Read the New Testament in 24 Weeks
The divine purpose, and limited role, of ruling authorities
13 Every person must be subject to the ruling authorities. There is no authority, you see, except from God, and those that exist have been put in place by God. 2 As a result, anyone who rebels against authority is resisting what God has set up, and those who resist will bring judgment on themselves. 3 For rulers hold no terrors for people who do good, but only for people who do evil.
If you want to have no fear of the ruling power, do what is good, and it will praise you. 4 It is God’s servant, you see, for you and your good. But if you do evil, be afraid; the sword it carries is no empty gesture.
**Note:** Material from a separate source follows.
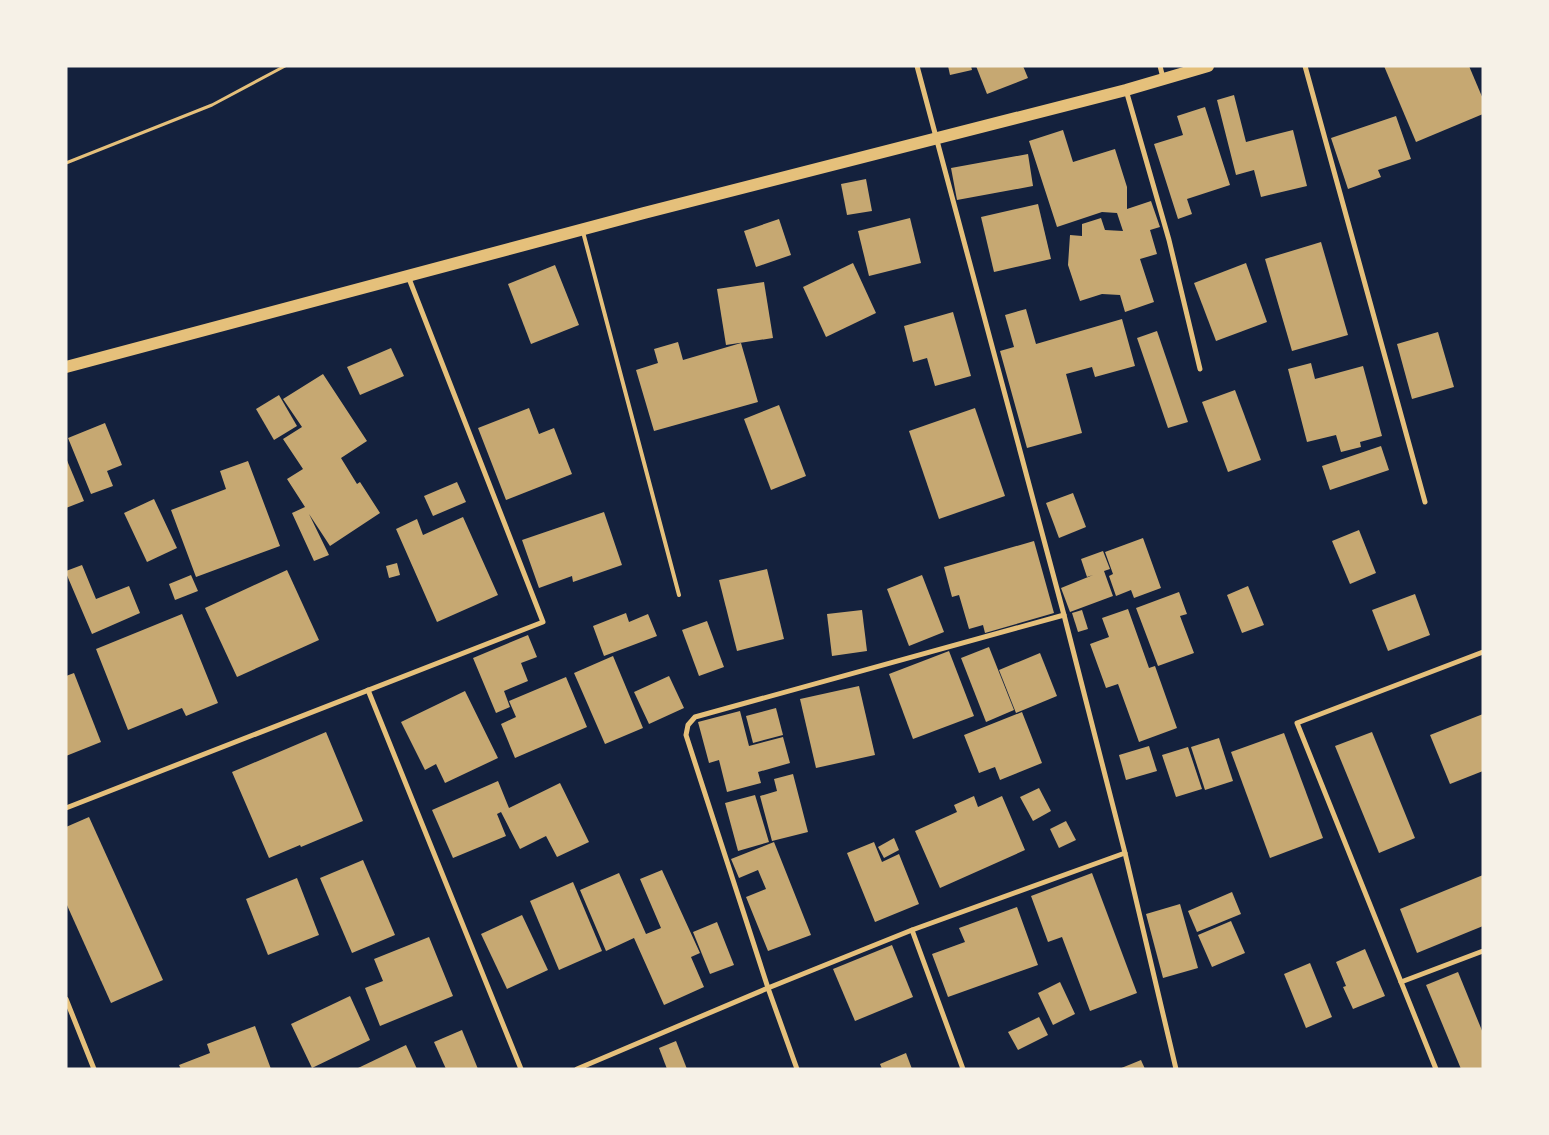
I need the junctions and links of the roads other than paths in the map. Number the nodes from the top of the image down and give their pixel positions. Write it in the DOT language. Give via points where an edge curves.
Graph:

It is God’s servant, you see: an agent of justice to bring his anger on evildoers. 5 That is why it is necessary to submit, not only to avoid punishment but because of conscience.
6 That, too, is why you pay taxes. The officials in question are God’s ministers, attending to this very thing. 7 So pay each of them what is owed: tribute to those who collect it, revenue to those who collect it. Respect those who should be respected. Honor the people one ought to honor.
Love, the law and the coming day
8 Don’t owe anything to anyone, except the debt of mutual love. If you love your neighbor, you see, you have fulfilled the law. 9 Commandments like “don’t commit adultery, don’t kill, don’t steal, don’t covet”—and any other commandment—are summed up in this: “Love your neighbor as yourself.” 10 Love does no wrong to its neighbor; so love is the fulfillment of the law.
11 This is all the more important because you know what time it is. The hour has come for you to wake up from sleep. Our salvation, you see, is nearer now than it was when first we came to faith. 12 The night is nearly over, the day is almost here. So let’s put off the works of darkness, and put on the armor of light. 13 Let’s behave appropriately, as in the daytime: not in wild parties and drunkenness, not in orgies and shameless immorality, not in bad temper and jealousy. 14 Instead, put on the Lord Jesus, the Messiah, and don’t make any allowance for the flesh and its lusts.
The weak and the strong
14 Welcome someone who is weak in faith, but not in order to have disputes on difficult points. 2 One person believes it is all right to eat anything, while the weak person eats only vegetables. 3 The one who eats should not despise the one who doesn’t, and the one who doesn’t should not condemn the one who does—because God has welcomed them.
4 Who do you think you are to judge someone else’s servants? They stand or fall before their own master. And stand they will, because the master can make them stand.
5 One person reckons one day more important than another. Someone else regards all days as equally important. Each person must make up their own mind. 6 The one who celebrates the day does so in honor of the Lord. The one who eats, does so in honor of the Lord, and gives thanks to God; the one who does not eat abstains in honor of the Lord, and gives thanks to God.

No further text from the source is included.